Work instruction
Word for word, print every entry below.

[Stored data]
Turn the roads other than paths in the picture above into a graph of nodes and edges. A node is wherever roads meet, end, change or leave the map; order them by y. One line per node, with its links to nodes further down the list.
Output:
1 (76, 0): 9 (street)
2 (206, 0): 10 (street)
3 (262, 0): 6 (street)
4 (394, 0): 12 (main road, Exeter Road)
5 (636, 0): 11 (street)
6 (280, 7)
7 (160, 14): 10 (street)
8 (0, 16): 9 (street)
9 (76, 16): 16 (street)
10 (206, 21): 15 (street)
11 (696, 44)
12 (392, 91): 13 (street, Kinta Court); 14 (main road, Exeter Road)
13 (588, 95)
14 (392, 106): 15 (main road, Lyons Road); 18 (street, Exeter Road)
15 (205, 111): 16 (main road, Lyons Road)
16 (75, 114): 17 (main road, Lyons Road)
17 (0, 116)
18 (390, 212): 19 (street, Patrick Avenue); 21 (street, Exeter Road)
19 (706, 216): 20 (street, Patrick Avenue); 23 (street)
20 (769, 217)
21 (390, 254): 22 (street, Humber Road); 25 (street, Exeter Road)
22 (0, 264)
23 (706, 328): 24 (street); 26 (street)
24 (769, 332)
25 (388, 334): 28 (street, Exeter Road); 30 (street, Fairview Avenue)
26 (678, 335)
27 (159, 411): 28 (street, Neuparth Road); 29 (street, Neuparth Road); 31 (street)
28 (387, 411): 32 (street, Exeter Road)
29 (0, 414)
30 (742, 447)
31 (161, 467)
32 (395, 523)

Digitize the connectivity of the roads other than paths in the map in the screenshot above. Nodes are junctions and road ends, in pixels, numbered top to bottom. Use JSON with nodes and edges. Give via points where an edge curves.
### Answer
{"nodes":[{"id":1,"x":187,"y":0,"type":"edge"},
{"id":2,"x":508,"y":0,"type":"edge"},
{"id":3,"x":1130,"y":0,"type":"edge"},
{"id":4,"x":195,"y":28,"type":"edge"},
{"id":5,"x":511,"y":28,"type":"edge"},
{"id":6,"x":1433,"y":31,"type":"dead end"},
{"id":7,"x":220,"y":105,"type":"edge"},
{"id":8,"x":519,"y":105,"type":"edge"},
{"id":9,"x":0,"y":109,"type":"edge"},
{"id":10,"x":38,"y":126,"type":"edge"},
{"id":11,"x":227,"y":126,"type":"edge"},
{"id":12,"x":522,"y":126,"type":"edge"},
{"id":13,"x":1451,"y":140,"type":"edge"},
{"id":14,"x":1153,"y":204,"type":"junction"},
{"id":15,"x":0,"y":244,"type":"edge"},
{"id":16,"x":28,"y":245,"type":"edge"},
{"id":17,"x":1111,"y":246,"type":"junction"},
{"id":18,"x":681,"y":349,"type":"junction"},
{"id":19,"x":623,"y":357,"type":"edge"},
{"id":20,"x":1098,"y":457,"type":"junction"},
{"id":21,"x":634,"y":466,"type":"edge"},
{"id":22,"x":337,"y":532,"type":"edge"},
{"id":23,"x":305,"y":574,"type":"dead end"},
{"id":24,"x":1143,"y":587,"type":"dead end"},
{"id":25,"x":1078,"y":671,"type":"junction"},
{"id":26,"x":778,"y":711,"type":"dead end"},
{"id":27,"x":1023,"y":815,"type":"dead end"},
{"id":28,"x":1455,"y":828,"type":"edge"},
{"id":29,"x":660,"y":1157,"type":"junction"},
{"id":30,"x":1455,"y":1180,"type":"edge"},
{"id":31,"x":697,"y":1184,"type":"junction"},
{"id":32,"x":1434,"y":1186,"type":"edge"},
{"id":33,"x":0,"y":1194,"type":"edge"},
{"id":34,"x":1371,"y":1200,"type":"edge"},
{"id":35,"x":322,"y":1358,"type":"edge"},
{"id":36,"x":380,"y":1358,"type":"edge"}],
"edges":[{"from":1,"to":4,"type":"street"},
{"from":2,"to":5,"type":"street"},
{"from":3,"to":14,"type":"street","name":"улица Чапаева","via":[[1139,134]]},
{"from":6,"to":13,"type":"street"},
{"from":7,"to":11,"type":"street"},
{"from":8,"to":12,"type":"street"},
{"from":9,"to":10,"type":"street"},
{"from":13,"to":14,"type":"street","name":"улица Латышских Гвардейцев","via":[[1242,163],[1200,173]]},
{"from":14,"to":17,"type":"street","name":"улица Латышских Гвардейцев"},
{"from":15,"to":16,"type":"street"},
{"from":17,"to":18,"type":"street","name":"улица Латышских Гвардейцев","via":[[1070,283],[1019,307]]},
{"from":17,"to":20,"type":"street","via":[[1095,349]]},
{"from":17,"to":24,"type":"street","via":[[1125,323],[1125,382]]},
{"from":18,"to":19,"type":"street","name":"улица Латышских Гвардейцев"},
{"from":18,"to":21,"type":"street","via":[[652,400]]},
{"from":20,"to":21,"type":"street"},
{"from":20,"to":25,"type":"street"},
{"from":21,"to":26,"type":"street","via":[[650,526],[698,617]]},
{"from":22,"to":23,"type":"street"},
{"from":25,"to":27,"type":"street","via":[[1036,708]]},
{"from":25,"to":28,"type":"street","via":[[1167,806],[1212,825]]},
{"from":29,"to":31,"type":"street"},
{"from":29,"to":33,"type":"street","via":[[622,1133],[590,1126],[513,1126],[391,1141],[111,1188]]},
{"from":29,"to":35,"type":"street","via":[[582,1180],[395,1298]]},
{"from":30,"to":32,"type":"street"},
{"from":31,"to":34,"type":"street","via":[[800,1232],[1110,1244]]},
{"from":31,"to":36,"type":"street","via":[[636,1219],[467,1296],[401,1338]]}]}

Output for this task
Turn the roads other than paths in the picture above into a graph of nodes and edges. A node is wherever roads meet, end, change or leave the map; order them by y. One line per node, with its links to nodes further down the list.
Output:
1 (76, 0): 9 (street)
2 (206, 0): 10 (street)
3 (262, 0): 6 (street)
4 (394, 0): 12 (main road, Exeter Road)
5 (636, 0): 11 (street)
6 (280, 7)
7 (160, 14): 10 (street)
8 (0, 16): 9 (street)
9 (76, 16): 16 (street)
10 (206, 21): 15 (street)
11 (696, 44)
12 (392, 91): 13 (street, Kinta Court); 14 (main road, Exeter Road)
13 (588, 95)
14 (392, 106): 15 (main road, Lyons Road); 18 (street, Exeter Road)
15 (205, 111): 16 (main road, Lyons Road)
16 (75, 114): 17 (main road, Lyons Road)
17 (0, 116)
18 (390, 212): 19 (street, Patrick Avenue); 21 (street, Exeter Road)
19 (706, 216): 20 (street, Patrick Avenue); 23 (street)
20 (769, 217)
21 (390, 254): 22 (street, Humber Road); 25 (street, Exeter Road)
22 (0, 264)
23 (706, 328): 24 (street); 26 (street)
24 (769, 332)
25 (388, 334): 28 (street, Exeter Road); 30 (street, Fairview Avenue)
26 (678, 335)
27 (159, 411): 28 (street, Neuparth Road); 29 (street, Neuparth Road); 31 (street)
28 (387, 411): 32 (street, Exeter Road)
29 (0, 414)
30 (742, 447)
31 (161, 467)
32 (395, 523)

Digitize the connectivity of the roads other than paths in the map in the screenshot above. Nodes are junctions and road ends, in pixels, numbered top to bottom. Use JSON with nodes and edges. Give via points where an edge curves.
### Answer
{"nodes":[{"id":1,"x":187,"y":0,"type":"edge"},
{"id":2,"x":508,"y":0,"type":"edge"},
{"id":3,"x":1130,"y":0,"type":"edge"},
{"id":4,"x":195,"y":28,"type":"edge"},
{"id":5,"x":511,"y":28,"type":"edge"},
{"id":6,"x":1433,"y":31,"type":"dead end"},
{"id":7,"x":220,"y":105,"type":"edge"},
{"id":8,"x":519,"y":105,"type":"edge"},
{"id":9,"x":0,"y":109,"type":"edge"},
{"id":10,"x":38,"y":126,"type":"edge"},
{"id":11,"x":227,"y":126,"type":"edge"},
{"id":12,"x":522,"y":126,"type":"edge"},
{"id":13,"x":1451,"y":140,"type":"edge"},
{"id":14,"x":1153,"y":204,"type":"junction"},
{"id":15,"x":0,"y":244,"type":"edge"},
{"id":16,"x":28,"y":245,"type":"edge"},
{"id":17,"x":1111,"y":246,"type":"junction"},
{"id":18,"x":681,"y":349,"type":"junction"},
{"id":19,"x":623,"y":357,"type":"edge"},
{"id":20,"x":1098,"y":457,"type":"junction"},
{"id":21,"x":634,"y":466,"type":"edge"},
{"id":22,"x":337,"y":532,"type":"edge"},
{"id":23,"x":305,"y":574,"type":"dead end"},
{"id":24,"x":1143,"y":587,"type":"dead end"},
{"id":25,"x":1078,"y":671,"type":"junction"},
{"id":26,"x":778,"y":711,"type":"dead end"},
{"id":27,"x":1023,"y":815,"type":"dead end"},
{"id":28,"x":1455,"y":828,"type":"edge"},
{"id":29,"x":660,"y":1157,"type":"junction"},
{"id":30,"x":1455,"y":1180,"type":"edge"},
{"id":31,"x":697,"y":1184,"type":"junction"},
{"id":32,"x":1434,"y":1186,"type":"edge"},
{"id":33,"x":0,"y":1194,"type":"edge"},
{"id":34,"x":1371,"y":1200,"type":"edge"},
{"id":35,"x":322,"y":1358,"type":"edge"},
{"id":36,"x":380,"y":1358,"type":"edge"}],
"edges":[{"from":1,"to":4,"type":"street"},
{"from":2,"to":5,"type":"street"},
{"from":3,"to":14,"type":"street","name":"улица Чапаева","via":[[1139,134]]},
{"from":6,"to":13,"type":"street"},
{"from":7,"to":11,"type":"street"},
{"from":8,"to":12,"type":"street"},
{"from":9,"to":10,"type":"street"},
{"from":13,"to":14,"type":"street","name":"улица Латышских Гвардейцев","via":[[1242,163],[1200,173]]},
{"from":14,"to":17,"type":"street","name":"улица Латышских Гвардейцев"},
{"from":15,"to":16,"type":"street"},
{"from":17,"to":18,"type":"street","name":"улица Латышских Гвардейцев","via":[[1070,283],[1019,307]]},
{"from":17,"to":20,"type":"street","via":[[1095,349]]},
{"from":17,"to":24,"type":"street","via":[[1125,323],[1125,382]]},
{"from":18,"to":19,"type":"street","name":"улица Латышских Гвардейцев"},
{"from":18,"to":21,"type":"street","via":[[652,400]]},
{"from":20,"to":21,"type":"street"},
{"from":20,"to":25,"type":"street"},
{"from":21,"to":26,"type":"street","via":[[650,526],[698,617]]},
{"from":22,"to":23,"type":"street"},
{"from":25,"to":27,"type":"street","via":[[1036,708]]},
{"from":25,"to":28,"type":"street","via":[[1167,806],[1212,825]]},
{"from":29,"to":31,"type":"street"},
{"from":29,"to":33,"type":"street","via":[[622,1133],[590,1126],[513,1126],[391,1141],[111,1188]]},
{"from":29,"to":35,"type":"street","via":[[582,1180],[395,1298]]},
{"from":30,"to":32,"type":"street"},
{"from":31,"to":34,"type":"street","via":[[800,1232],[1110,1244]]},
{"from":31,"to":36,"type":"street","via":[[636,1219],[467,1296],[401,1338]]}]}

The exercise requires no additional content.